# Satyr legs!



## Frankie's Girl (Aug 27, 2007)

I just came across this, and of course thought of how awesome this would be for a Halloween costume:

YouTube - Digilegs Demo


Kim Graham's Gallery

They are pricey, but the effect is AMAZING. 

She's got some pretty sweet paper maché and art stuff on her site as well...


----------



## Skulkin (Jul 27, 2005)

Wow!

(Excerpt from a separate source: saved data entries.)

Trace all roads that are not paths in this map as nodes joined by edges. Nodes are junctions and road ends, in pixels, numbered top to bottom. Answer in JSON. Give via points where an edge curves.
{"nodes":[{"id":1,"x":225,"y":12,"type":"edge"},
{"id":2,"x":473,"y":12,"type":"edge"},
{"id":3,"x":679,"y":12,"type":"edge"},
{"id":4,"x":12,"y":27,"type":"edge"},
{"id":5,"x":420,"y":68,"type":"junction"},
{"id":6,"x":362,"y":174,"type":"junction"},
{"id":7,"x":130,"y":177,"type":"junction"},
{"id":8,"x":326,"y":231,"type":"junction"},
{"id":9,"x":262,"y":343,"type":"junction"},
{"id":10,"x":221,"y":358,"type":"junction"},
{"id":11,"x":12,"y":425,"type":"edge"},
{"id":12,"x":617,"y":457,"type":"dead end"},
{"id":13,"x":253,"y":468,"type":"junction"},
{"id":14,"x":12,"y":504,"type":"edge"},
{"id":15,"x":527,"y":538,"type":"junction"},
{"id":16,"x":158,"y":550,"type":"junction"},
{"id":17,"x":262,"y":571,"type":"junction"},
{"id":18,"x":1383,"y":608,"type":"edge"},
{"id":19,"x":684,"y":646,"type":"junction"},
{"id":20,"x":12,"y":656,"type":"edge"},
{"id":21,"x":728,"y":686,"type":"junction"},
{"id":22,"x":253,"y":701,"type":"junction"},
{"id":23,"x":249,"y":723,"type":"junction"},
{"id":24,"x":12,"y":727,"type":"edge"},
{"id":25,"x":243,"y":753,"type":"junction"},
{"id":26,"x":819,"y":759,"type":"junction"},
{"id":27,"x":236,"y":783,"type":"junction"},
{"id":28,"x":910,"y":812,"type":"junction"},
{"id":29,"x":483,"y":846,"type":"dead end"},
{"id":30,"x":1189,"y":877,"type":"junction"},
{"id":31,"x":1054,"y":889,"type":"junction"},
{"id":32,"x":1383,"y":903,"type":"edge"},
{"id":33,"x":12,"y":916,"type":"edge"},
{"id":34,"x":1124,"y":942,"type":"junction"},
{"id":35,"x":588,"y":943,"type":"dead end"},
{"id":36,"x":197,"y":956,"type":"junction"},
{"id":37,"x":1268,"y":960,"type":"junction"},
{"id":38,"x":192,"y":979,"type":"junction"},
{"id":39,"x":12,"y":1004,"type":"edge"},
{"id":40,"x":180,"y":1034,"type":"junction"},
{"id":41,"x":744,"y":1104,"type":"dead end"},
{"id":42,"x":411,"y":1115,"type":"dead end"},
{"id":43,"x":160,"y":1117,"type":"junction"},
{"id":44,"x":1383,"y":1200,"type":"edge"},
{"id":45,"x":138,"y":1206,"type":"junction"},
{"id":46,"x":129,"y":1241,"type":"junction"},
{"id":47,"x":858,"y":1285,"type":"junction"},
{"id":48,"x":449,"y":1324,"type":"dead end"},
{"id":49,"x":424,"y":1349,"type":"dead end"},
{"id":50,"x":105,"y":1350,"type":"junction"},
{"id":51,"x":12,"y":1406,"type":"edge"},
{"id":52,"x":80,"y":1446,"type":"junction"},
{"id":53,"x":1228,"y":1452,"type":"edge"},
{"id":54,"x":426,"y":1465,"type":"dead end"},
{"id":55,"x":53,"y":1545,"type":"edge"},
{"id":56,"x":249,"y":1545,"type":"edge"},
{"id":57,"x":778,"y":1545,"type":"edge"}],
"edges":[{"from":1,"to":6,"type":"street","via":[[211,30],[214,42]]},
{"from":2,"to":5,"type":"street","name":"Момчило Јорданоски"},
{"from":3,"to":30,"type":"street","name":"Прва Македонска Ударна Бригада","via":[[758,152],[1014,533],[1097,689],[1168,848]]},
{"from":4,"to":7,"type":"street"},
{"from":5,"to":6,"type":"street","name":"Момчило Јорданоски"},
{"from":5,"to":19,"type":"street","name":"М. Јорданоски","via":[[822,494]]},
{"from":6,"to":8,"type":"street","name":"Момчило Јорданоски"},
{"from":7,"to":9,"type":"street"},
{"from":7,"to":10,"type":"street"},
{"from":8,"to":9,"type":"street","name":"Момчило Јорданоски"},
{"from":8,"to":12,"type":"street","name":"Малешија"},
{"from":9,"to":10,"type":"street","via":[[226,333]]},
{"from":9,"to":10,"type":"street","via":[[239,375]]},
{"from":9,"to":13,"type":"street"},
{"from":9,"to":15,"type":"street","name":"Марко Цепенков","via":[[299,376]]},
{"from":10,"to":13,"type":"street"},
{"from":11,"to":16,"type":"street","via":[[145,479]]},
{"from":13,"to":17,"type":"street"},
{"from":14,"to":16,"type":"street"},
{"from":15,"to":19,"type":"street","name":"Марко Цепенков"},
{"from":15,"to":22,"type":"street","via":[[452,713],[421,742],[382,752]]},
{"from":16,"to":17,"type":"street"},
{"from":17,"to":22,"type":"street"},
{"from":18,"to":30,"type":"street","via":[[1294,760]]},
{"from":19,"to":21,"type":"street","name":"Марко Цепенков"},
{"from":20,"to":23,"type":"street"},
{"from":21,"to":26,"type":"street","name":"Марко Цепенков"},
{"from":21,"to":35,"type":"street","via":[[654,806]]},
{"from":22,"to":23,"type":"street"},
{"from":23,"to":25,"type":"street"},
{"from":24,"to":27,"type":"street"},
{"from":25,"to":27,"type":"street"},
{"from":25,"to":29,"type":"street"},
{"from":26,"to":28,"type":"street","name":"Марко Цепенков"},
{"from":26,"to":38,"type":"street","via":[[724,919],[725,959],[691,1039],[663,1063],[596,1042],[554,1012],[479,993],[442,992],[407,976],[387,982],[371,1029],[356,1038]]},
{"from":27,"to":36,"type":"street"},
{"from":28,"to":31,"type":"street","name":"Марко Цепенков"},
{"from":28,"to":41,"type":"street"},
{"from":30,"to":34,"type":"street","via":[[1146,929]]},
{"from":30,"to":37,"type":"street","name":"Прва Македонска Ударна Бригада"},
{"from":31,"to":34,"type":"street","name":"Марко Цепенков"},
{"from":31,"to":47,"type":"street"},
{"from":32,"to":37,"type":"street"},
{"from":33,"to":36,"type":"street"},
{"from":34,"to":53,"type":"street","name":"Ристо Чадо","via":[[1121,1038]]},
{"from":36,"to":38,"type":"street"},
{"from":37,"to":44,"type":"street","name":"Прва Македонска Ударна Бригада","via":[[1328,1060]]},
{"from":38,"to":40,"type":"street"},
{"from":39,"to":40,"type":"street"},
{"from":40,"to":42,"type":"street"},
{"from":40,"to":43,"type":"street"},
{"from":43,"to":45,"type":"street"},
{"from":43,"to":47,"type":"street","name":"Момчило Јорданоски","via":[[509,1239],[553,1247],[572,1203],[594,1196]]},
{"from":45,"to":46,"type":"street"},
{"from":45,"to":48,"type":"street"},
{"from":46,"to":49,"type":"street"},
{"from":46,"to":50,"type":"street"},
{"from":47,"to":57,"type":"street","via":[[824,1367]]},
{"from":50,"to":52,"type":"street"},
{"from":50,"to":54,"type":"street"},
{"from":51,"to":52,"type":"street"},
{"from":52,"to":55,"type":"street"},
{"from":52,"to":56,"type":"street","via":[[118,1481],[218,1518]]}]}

Those would be great for a Pteratactyl costume.


----------



## the dogman (Jul 8, 2007)

they seem to make the legs appear disproportionate to the body, but other than that it's a great design that is similar to stilts used in films to create the inhuman creature effect.


----------



## mr frost (Nov 28, 2008)

those would make for a killer werewolf costume! a little pricey for my blood, but very cool, thanks for sharing!


----------



## shadowless (May 1, 2009)

i would love these for a centaur costume!


----------



## Mrs.Anthony337 (Aug 27, 2009)

Ditto on the Centaur (World of Warcraft Character) Costume- awesome!


----------



## churchofsubgenius (Sep 8, 2008)

I made some pretty sweet ones last year unfortunatly in the hurry of getting everything done and rushing out to party I never got a clear picture of them from the side or my hooves (sp?)


----------